**EXERCISE PROMPT:** This exercise calls for all the entries that follow to be set down exactly, without their images.

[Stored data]
Start of Block

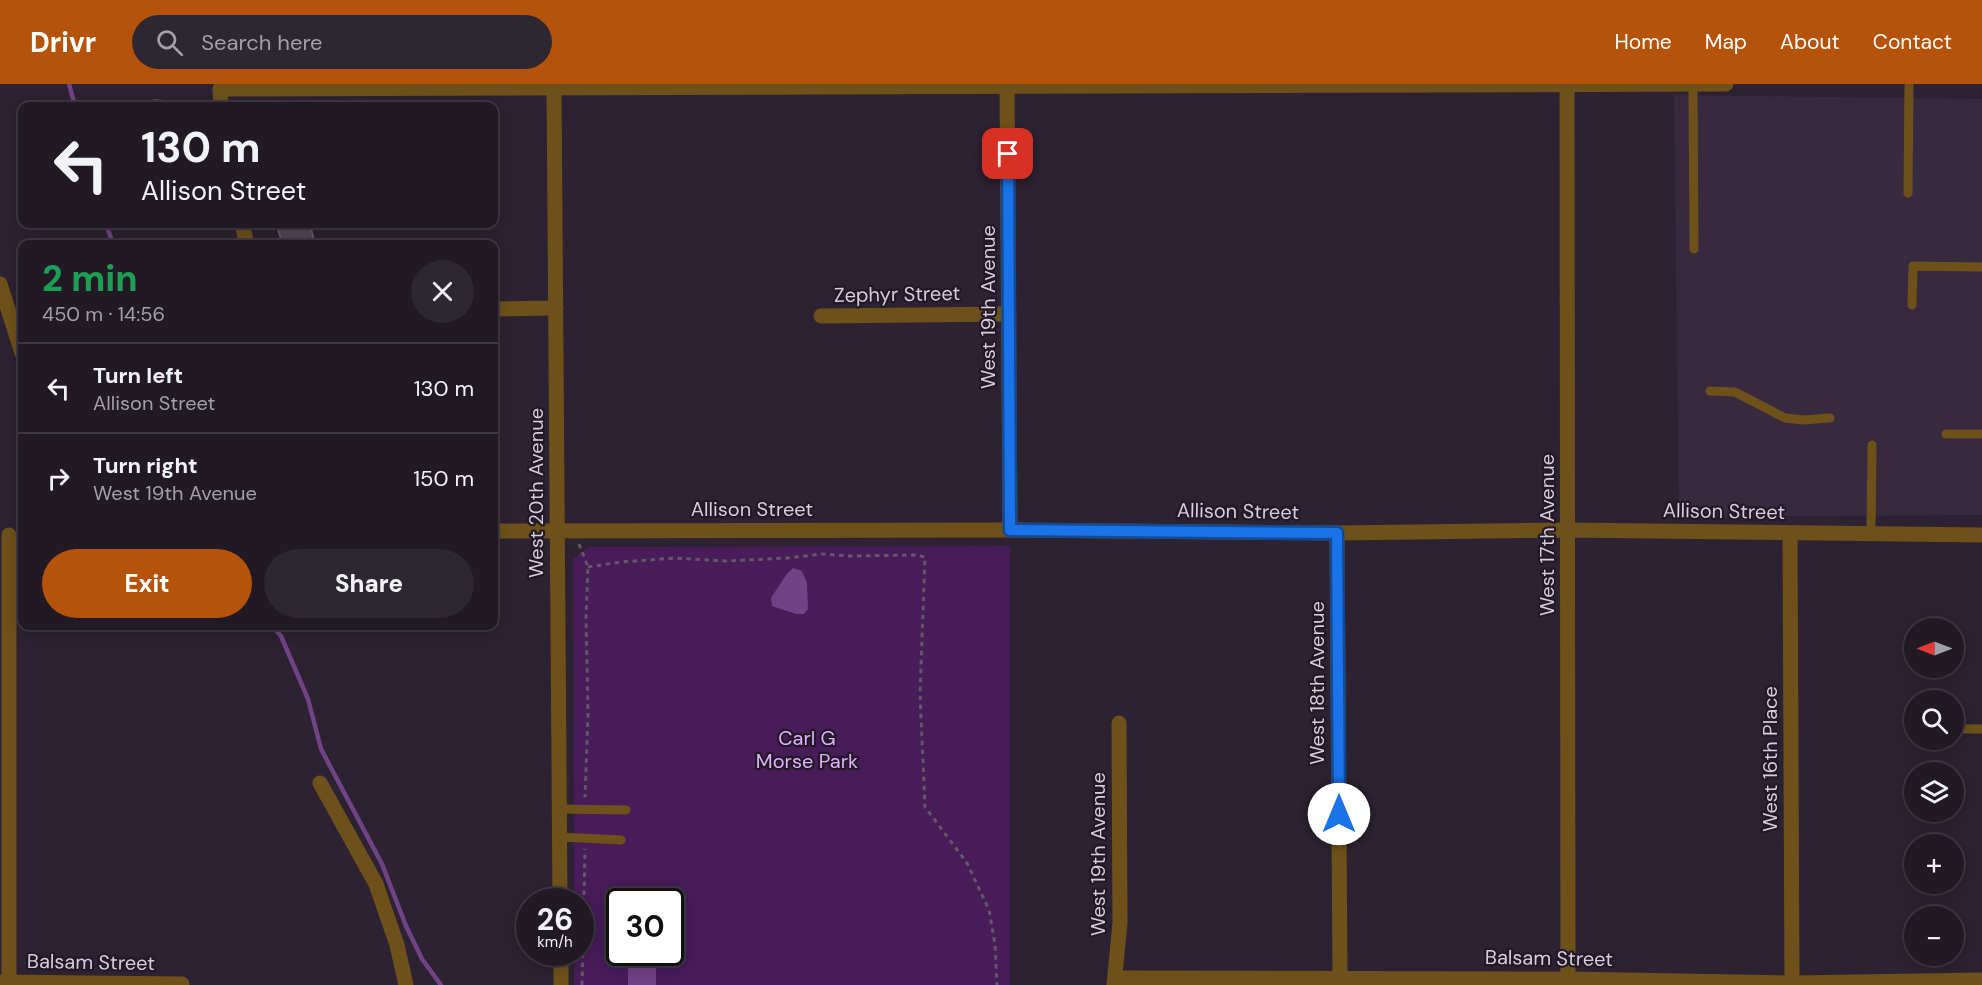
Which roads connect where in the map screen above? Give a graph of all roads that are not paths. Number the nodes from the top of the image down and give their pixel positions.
1 (1465, 84) edge
2 (1692, 84) edge
3 (1726, 84) edge
4 (1909, 84) edge
5 (554, 85) edge
6 (1007, 85) edge
7 (1567, 85) edge
8 (221, 102) edge
9 (1908, 192) dead end
10 (1694, 249) dead end
11 (1982, 267) edge
12 (0, 284) edge
13 (1912, 305) dead end
14 (556, 308) junction
15 (498, 309) edge
16 (4, 310) edge
17 (1009, 314) junction
18 (821, 316) dead end
19 (18, 343) edge
20 (1710, 391) dead end
21 (1830, 418) dead end
22 (1946, 434) dead end
23 (1982, 434) edge
24 (1872, 445) dead end
25 (1010, 530) junction
26 (1568, 530) junction
27 (498, 531) edge
28 (557, 531) junction
29 (1337, 533) junction
30 (1790, 533) junction
31 (1871, 534) junction
32 (10, 535) edge
33 (1982, 535) edge
34 (4, 715) edge
35 (1119, 723) dead end
36 (1965, 729) dead end
37 (1982, 729) edge
38 (320, 783) dead end
39 (560, 809) junction
40 (626, 810) dead end
41 (560, 837) junction
42 (621, 840) dead end
43 (561, 888) edge
44 (561, 966) edge
45 (1340, 977) junction
46 (1982, 980) edge
47 (1115, 981) edge
48 (4, 982) edge
49 (1568, 982) edge
50 (182, 984) edge
51 (1792, 984) edge
52 (406, 985) edge
53 (561, 985) edge

1 - 6 street
1 - 7 street
2 - 3 street
2 - 7 street
2 - 10 lane
4 - 9 lane
5 - 6 street
5 - 8 street
5 - 14 street, West 20th Avenue
6 - 17 street, West 19th Avenue
7 - 26 street, West 17th Avenue
11 - 13 lane
12 - 16 street
14 - 15 street
14 - 28 street, West 20th Avenue
16 - 19 street
17 - 18 street, Zephyr Street
17 - 25 street, West 19th Avenue
20 - 21 lane
22 - 23 lane
24 - 31 lane
25 - 28 street, Allison Street
25 - 29 street, Allison Street
26 - 29 street, Allison Street
26 - 30 street, Allison Street
26 - 49 street, West 17th Avenue
27 - 28 street, Allison Street
28 - 39 street, West 20th Avenue
29 - 45 street, West 18th Avenue
30 - 31 street, Allison Street
30 - 51 street, West 16th Place
31 - 33 street, Allison Street
32 - 34 street
34 - 48 street
35 - 47 street, West 19th Avenue
36 - 37 lane
38 - 52 street
39 - 40 lane
39 - 41 street, West 20th Avenue
41 - 42 lane
41 - 43 street, West 20th Avenue
44 - 53 street
45 - 47 street, Balsam Street
45 - 49 street, Balsam Street
46 - 51 street, Balsam Street
48 - 50 street, Balsam Street
49 - 51 street, Balsam Street

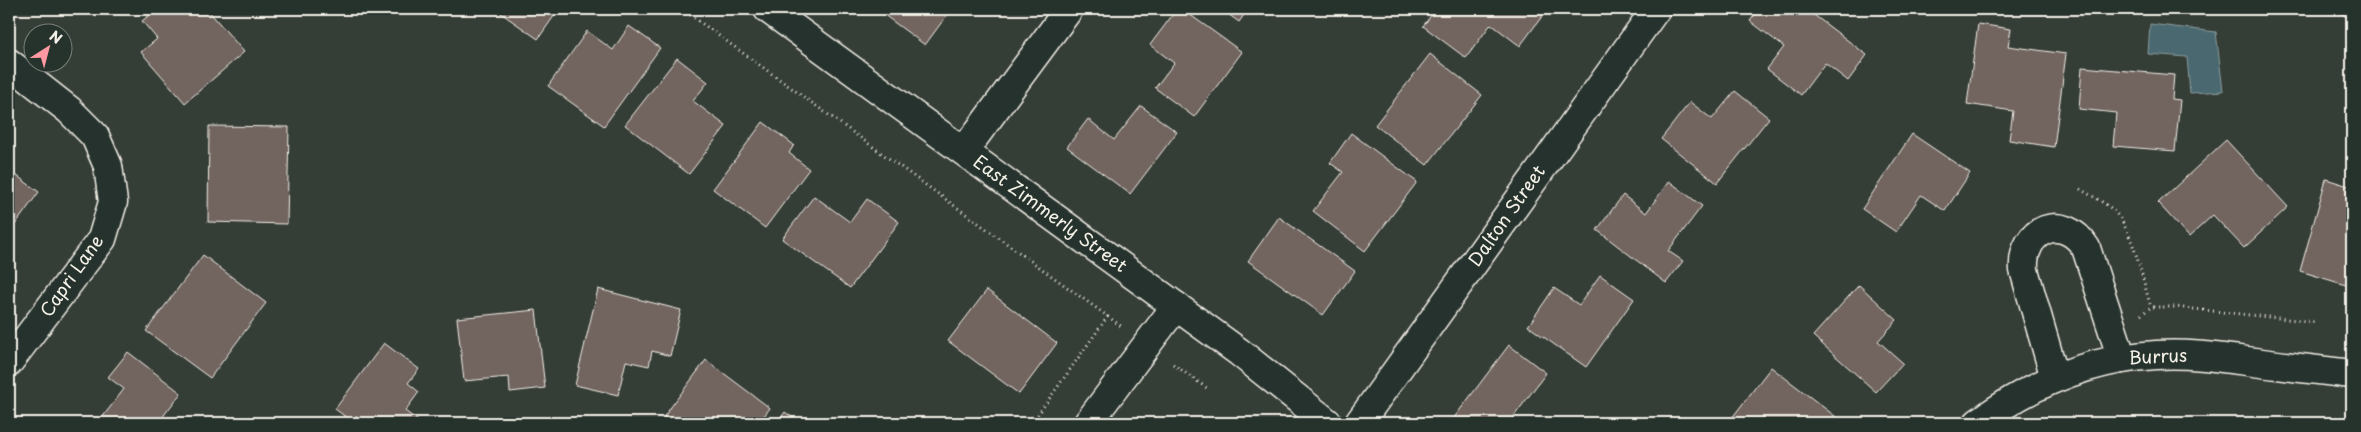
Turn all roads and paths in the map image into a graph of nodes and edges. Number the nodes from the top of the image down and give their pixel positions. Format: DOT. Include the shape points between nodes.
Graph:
graph roads {
  1 [pos="682,9"];
  2 [pos="768,9"];
  3 [pos="1070,9"];
  4 [pos="1656,9"];
  5 [pos="9,63"];
  6 [pos="964,152"];
  7 [pos="2080,189"];
  8 [pos="1176,306"];
  9 [pos="2151,308"];
  10 [pos="1108,316"];
  11 [pos="2315,322"];
  12 [pos="2112,326"];
  13 [pos="1147,345"];
  14 [pos="2122,358"];
  15 [pos="9,362"];
  16 [pos="2352,374"];
  17 [pos="2055,378"];
  18 [pos="1208,389"];
  19 [pos="1032,423"];
  20 [pos="1088,423"];
  21 [pos="1328,423"];
  22 [pos="1359,423"];
  23 [pos="1978,423"];
  1 -- 10 [label="path"];
  2 -- 6 [label="street, East Zimmerly Street"];
  3 -- 6 [label="street"];
  4 -- 22 [label="street, Dalton Street"];
  5 -- 15 [label="street, Capri Lane" via="69,110 95,136 108,166 113,202 102,239"];
  6 -- 8 [label="street, East Zimmerly Street"];
  7 -- 9 [label="path" via="2108,206 2126,229"];
  8 -- 13 [label="street"];
  8 -- 21 [label="street, East Zimmerly Street"];
  9 -- 11 [label="path" via="2220,311"];
  9 -- 12 [label="path" via="2131,322"];
  10 -- 13 [label="path"];
  10 -- 19 [label="path"];
  12 -- 14 [label="street"];
  12 -- 17 [label="street" via="2086,248 2080,239 2062,228 2040,232 2032,238 2025,248 2024,270"];
  13 -- 18 [label="path"];
  13 -- 20 [label="street"];
  14 -- 16 [label="street, Burrus" via="2192,355"];
  14 -- 17 [label="street, Burrus"];
  17 -- 23 [label="street, Burrus" via="2024,392"];
}
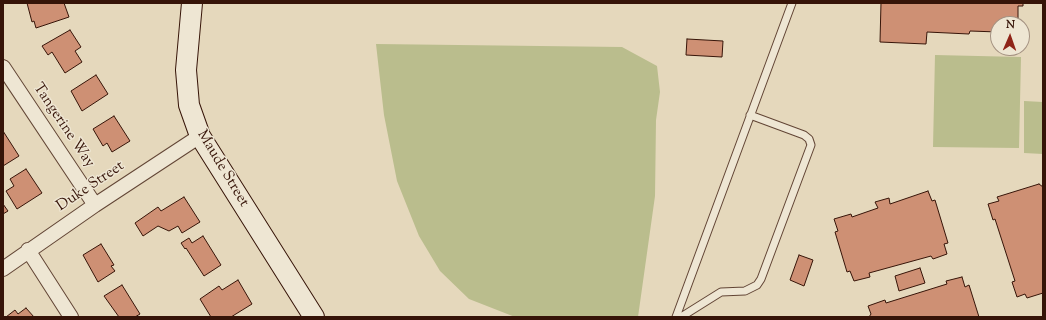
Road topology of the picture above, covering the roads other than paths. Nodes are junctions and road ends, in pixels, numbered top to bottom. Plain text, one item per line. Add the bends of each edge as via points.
1 (192, 3) edge
2 (792, 3) edge
3 (3, 67) edge
4 (750, 115) junction
5 (200, 136) junction
6 (95, 204) junction
7 (28, 250) junction
8 (3, 269) edge
9 (71, 317) edge
10 (314, 317) edge
11 (676, 317) edge
12 (681, 317) edge

1 - 5 street, Maude Street via 186,70 189,104
2 - 4 lane
3 - 6 street, Tangerine Way
4 - 11 lane
4 - 12 lane via 804,135 809,139 810,145 757,285 745,291 721,292
5 - 6 street, Duke Street
5 - 10 street, Maude Street
6 - 7 street, Duke Street
7 - 8 street, Duke Street
7 - 9 street

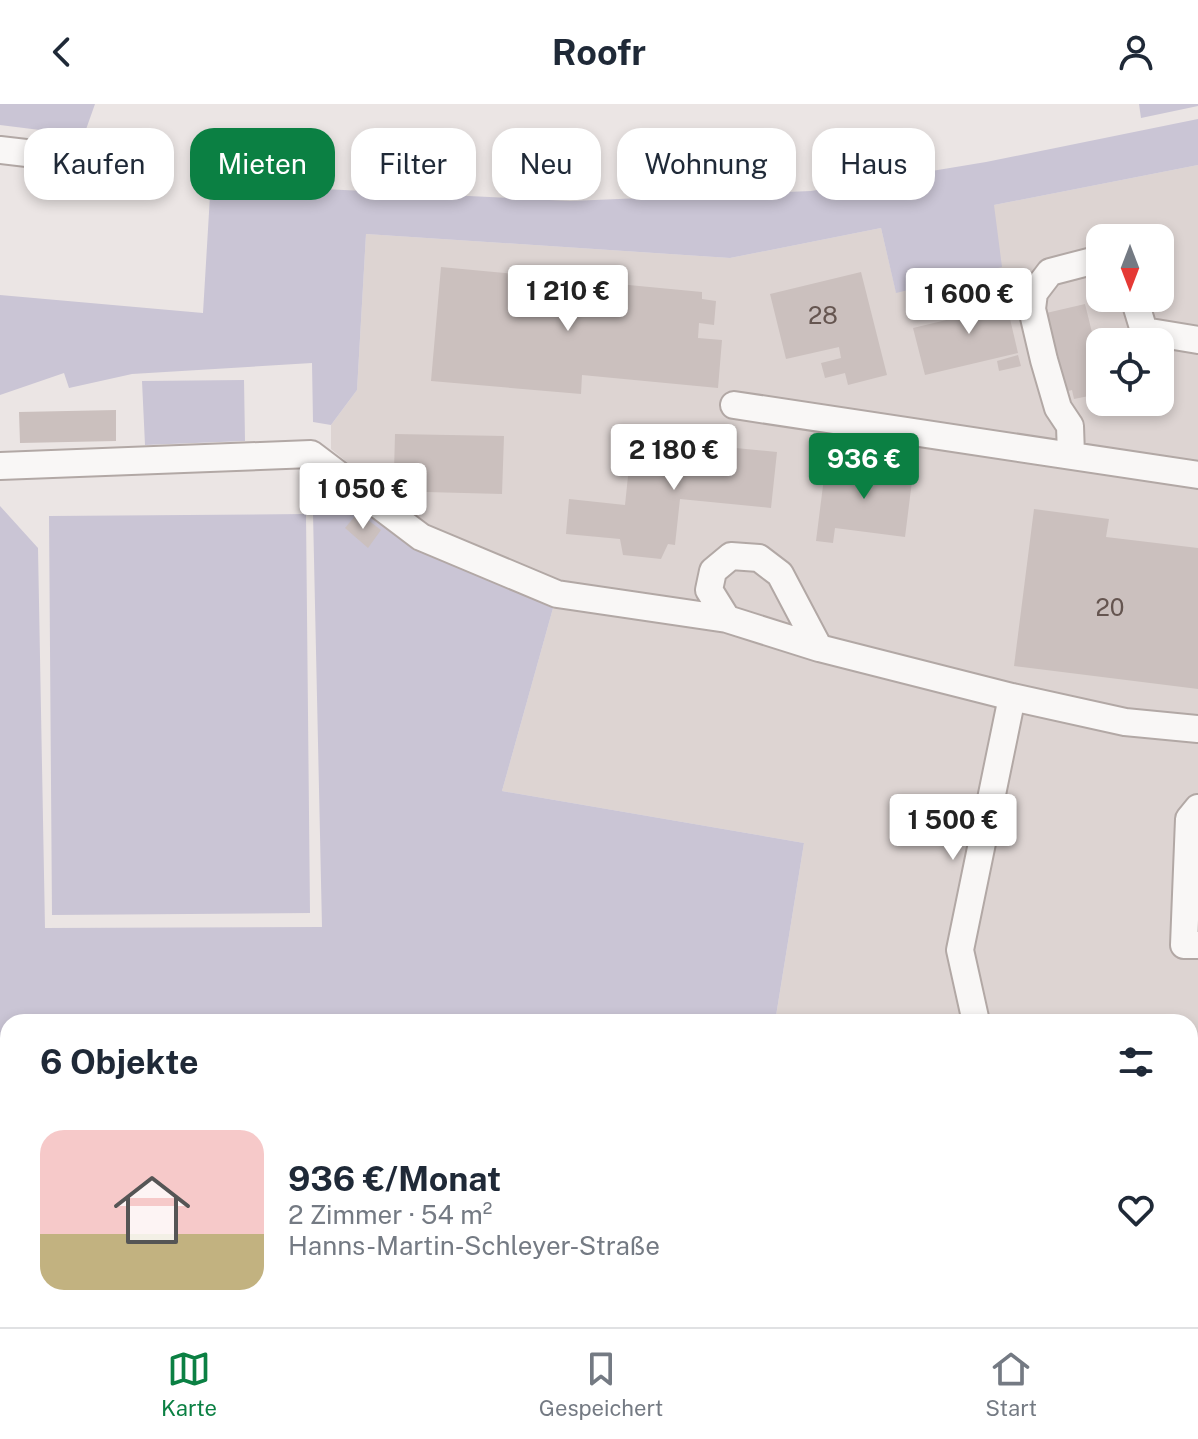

End of Block

**REPLY TO THE TASK:**
Which roads connect where in the map screen above? Give a graph of all roads that are not paths. Number the nodes from the top of the image down and give their pixel positions.
1 (1465, 84) edge
2 (1692, 84) edge
3 (1726, 84) edge
4 (1909, 84) edge
5 (554, 85) edge
6 (1007, 85) edge
7 (1567, 85) edge
8 (221, 102) edge
9 (1908, 192) dead end
10 (1694, 249) dead end
11 (1982, 267) edge
12 (0, 284) edge
13 (1912, 305) dead end
14 (556, 308) junction
15 (498, 309) edge
16 (4, 310) edge
17 (1009, 314) junction
18 (821, 316) dead end
19 (18, 343) edge
20 (1710, 391) dead end
21 (1830, 418) dead end
22 (1946, 434) dead end
23 (1982, 434) edge
24 (1872, 445) dead end
25 (1010, 530) junction
26 (1568, 530) junction
27 (498, 531) edge
28 (557, 531) junction
29 (1337, 533) junction
30 (1790, 533) junction
31 (1871, 534) junction
32 (10, 535) edge
33 (1982, 535) edge
34 (4, 715) edge
35 (1119, 723) dead end
36 (1965, 729) dead end
37 (1982, 729) edge
38 (320, 783) dead end
39 (560, 809) junction
40 (626, 810) dead end
41 (560, 837) junction
42 (621, 840) dead end
43 (561, 888) edge
44 (561, 966) edge
45 (1340, 977) junction
46 (1982, 980) edge
47 (1115, 981) edge
48 (4, 982) edge
49 (1568, 982) edge
50 (182, 984) edge
51 (1792, 984) edge
52 (406, 985) edge
53 (561, 985) edge

1 - 6 street
1 - 7 street
2 - 3 street
2 - 7 street
2 - 10 lane
4 - 9 lane
5 - 6 street
5 - 8 street
5 - 14 street, West 20th Avenue
6 - 17 street, West 19th Avenue
7 - 26 street, West 17th Avenue
11 - 13 lane
12 - 16 street
14 - 15 street
14 - 28 street, West 20th Avenue
16 - 19 street
17 - 18 street, Zephyr Street
17 - 25 street, West 19th Avenue
20 - 21 lane
22 - 23 lane
24 - 31 lane
25 - 28 street, Allison Street
25 - 29 street, Allison Street
26 - 29 street, Allison Street
26 - 30 street, Allison Street
26 - 49 street, West 17th Avenue
27 - 28 street, Allison Street
28 - 39 street, West 20th Avenue
29 - 45 street, West 18th Avenue
30 - 31 street, Allison Street
30 - 51 street, West 16th Place
31 - 33 street, Allison Street
32 - 34 street
34 - 48 street
35 - 47 street, West 19th Avenue
36 - 37 lane
38 - 52 street
39 - 40 lane
39 - 41 street, West 20th Avenue
41 - 42 lane
41 - 43 street, West 20th Avenue
44 - 53 street
45 - 47 street, Balsam Street
45 - 49 street, Balsam Street
46 - 51 street, Balsam Street
48 - 50 street, Balsam Street
49 - 51 street, Balsam Street

Turn all roads and paths in the map image into a graph of nodes and edges. Number the nodes from the top of the image down and give their pixel positions. Format: DOT. Include the shape points between nodes.
Graph:
graph roads {
  1 [pos="682,9"];
  2 [pos="768,9"];
  3 [pos="1070,9"];
  4 [pos="1656,9"];
  5 [pos="9,63"];
  6 [pos="964,152"];
  7 [pos="2080,189"];
  8 [pos="1176,306"];
  9 [pos="2151,308"];
  10 [pos="1108,316"];
  11 [pos="2315,322"];
  12 [pos="2112,326"];
  13 [pos="1147,345"];
  14 [pos="2122,358"];
  15 [pos="9,362"];
  16 [pos="2352,374"];
  17 [pos="2055,378"];
  18 [pos="1208,389"];
  19 [pos="1032,423"];
  20 [pos="1088,423"];
  21 [pos="1328,423"];
  22 [pos="1359,423"];
  23 [pos="1978,423"];
  1 -- 10 [label="path"];
  2 -- 6 [label="street, East Zimmerly Street"];
  3 -- 6 [label="street"];
  4 -- 22 [label="street, Dalton Street"];
  5 -- 15 [label="street, Capri Lane" via="69,110 95,136 108,166 113,202 102,239"];
  6 -- 8 [label="street, East Zimmerly Street"];
  7 -- 9 [label="path" via="2108,206 2126,229"];
  8 -- 13 [label="street"];
  8 -- 21 [label="street, East Zimmerly Street"];
  9 -- 11 [label="path" via="2220,311"];
  9 -- 12 [label="path" via="2131,322"];
  10 -- 13 [label="path"];
  10 -- 19 [label="path"];
  12 -- 14 [label="street"];
  12 -- 17 [label="street" via="2086,248 2080,239 2062,228 2040,232 2032,238 2025,248 2024,270"];
  13 -- 18 [label="path"];
  13 -- 20 [label="street"];
  14 -- 16 [label="street, Burrus" via="2192,355"];
  14 -- 17 [label="street, Burrus"];
  17 -- 23 [label="street, Burrus" via="2024,392"];
}
Road topology of the picture above, covering the roads other than paths. Nodes are junctions and road ends, in pixels, numbered top to bottom. Plain text, one item per line. Add the bends of each edge as via points.
1 (192, 3) edge
2 (792, 3) edge
3 (3, 67) edge
4 (750, 115) junction
5 (200, 136) junction
6 (95, 204) junction
7 (28, 250) junction
8 (3, 269) edge
9 (71, 317) edge
10 (314, 317) edge
11 (676, 317) edge
12 (681, 317) edge

1 - 5 street, Maude Street via 186,70 189,104
2 - 4 lane
3 - 6 street, Tangerine Way
4 - 11 lane
4 - 12 lane via 804,135 809,139 810,145 757,285 745,291 721,292
5 - 6 street, Duke Street
5 - 10 street, Maude Street
6 - 7 street, Duke Street
7 - 8 street, Duke Street
7 - 9 street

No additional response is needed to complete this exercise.